Detailed Description

These functions allow the Raspberry Pi to act as SPI slave, even though it has some serious limitations.

The natve SPI slave component is not connected to the board, so this is the only way to get some kind of SPI slave mode of operation. Note that you must unload the PCM kernel module, or these functions will not work correctly.

It (ab)uses the PCM interface for this, but there is no way to synchronize to byte boundaries. You must synchronize to the master clock in some way. spisl_synchronize() does so by expecting a continuous byte stream and glitching the clock until the bytes read correctly.

Declared in raspi/spisl.h.

Wiring

On the Raspberry Pi, this uses the unpopulated connector P5, which is only available on Rev. 2 boards. It looks like this:

┏━━━━━━━━━━━━━━━━━━━━━━━━━━━━━━━━━━━━━┓
┃ ┏━━━━━━━━━┓ P1                      ┃
┃ ┗━━━━━━━━━┛ (GPIO pin header)       ┃
┃ P5 ┏━━━┓                       ┏━━━━━┓
┃    ┗━━━┛       ┏━━━━━┓         ┃ USB ┃
┃ (unpopulated)  ┃ CPU ┃         ┗━━━━━┛
┃                ┗━━━━━┛         ┏━━━━━┓
┃                                ┃ LAN ┃
┃      Raspberry Pi (top view)   ┗━━━━━┛
┗━━━━━━━━━━━━━━━━━━━━━━━━━━━━━━━━━━━━━┛

┏━━━━━━━━━━━━━━━━━━━━━━━┓
┃ +5V   SCLK  MOSI  GND ┃  P5 pin mapping
┃ +3.3V  CS   MISO  GND ┃  (top view)
┗━━━━━━━━━━━━━━━━━━━━━━━┛

Note that CS (Frame Sync) is not actually used. The Pi must be the only slave on the bus, and you should wire CS to GND.

Function Documentation

static void spisl_synchronize ( void  )
inlinestatic

Synchronize to SPI master.

Due to the way the Raspberry Pi PCM interface works, bytes are usually not aligned correctly. To establish correct transmission, the master should transmit a stream of marker bytes (0x81) until it reads the marker byte back. This function will adjust reception parameters until the marker bytes come through correctly, then send a marker byte as acknowledgement. Finally, the master sends (marker ^ 0xff) to finish synchronization.

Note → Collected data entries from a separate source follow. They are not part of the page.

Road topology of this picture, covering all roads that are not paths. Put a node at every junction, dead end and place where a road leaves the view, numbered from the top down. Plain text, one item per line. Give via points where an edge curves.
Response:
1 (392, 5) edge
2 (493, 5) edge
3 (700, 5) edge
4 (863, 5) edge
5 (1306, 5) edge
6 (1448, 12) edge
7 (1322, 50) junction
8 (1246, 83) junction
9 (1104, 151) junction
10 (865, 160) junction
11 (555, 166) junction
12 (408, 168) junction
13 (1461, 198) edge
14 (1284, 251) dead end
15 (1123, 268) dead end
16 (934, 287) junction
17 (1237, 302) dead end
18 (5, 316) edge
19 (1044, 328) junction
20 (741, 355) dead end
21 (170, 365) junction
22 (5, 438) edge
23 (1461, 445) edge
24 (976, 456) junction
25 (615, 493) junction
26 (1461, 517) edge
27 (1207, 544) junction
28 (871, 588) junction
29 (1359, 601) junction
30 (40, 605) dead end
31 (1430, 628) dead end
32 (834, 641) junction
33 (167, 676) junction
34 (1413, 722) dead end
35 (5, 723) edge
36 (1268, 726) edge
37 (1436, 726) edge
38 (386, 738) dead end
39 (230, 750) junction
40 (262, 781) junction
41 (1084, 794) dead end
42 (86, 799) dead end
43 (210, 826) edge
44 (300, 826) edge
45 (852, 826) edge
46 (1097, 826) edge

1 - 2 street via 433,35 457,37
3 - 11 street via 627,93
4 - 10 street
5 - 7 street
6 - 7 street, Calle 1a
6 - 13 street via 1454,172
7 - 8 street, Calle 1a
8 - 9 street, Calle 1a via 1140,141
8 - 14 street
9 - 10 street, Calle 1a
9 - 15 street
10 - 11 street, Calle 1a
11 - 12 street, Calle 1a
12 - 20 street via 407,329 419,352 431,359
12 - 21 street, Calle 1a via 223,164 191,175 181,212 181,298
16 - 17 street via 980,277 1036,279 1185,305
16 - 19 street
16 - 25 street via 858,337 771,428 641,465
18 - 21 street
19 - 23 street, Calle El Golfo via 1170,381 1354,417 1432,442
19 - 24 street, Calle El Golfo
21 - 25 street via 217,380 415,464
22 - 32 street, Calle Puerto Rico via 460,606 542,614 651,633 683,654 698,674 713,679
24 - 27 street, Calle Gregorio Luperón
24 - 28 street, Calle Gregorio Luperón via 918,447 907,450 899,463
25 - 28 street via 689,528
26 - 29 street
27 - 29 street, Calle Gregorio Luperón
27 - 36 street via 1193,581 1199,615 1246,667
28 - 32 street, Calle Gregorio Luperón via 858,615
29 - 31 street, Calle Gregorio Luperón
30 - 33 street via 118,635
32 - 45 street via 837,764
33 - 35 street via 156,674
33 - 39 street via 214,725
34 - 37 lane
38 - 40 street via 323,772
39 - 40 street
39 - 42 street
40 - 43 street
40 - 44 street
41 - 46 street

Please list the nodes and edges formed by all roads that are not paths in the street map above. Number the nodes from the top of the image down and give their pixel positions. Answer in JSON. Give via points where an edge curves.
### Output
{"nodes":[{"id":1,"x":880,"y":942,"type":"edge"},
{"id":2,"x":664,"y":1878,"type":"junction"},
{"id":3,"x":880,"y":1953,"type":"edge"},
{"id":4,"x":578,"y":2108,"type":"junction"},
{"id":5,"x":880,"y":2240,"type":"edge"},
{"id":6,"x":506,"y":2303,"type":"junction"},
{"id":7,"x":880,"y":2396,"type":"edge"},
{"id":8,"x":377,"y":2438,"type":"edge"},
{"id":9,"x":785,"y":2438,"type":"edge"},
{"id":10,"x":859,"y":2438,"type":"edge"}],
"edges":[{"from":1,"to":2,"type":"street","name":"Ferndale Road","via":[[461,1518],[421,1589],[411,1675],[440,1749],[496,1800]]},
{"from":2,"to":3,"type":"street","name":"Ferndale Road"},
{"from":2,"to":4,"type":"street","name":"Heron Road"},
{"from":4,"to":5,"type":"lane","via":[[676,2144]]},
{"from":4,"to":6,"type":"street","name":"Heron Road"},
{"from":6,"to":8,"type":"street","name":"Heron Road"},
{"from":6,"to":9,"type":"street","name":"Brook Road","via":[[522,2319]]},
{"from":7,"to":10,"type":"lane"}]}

You can use this function as template in case you require some other way of synchronization, e.g. when you don't have the option to modify the master's program code. In any case, there is no way to reliably synchronize master and slave without reading (and discarding) several hundreds of bytes. The Frame Sync input is not reliable enough for this purpose, unfortunately.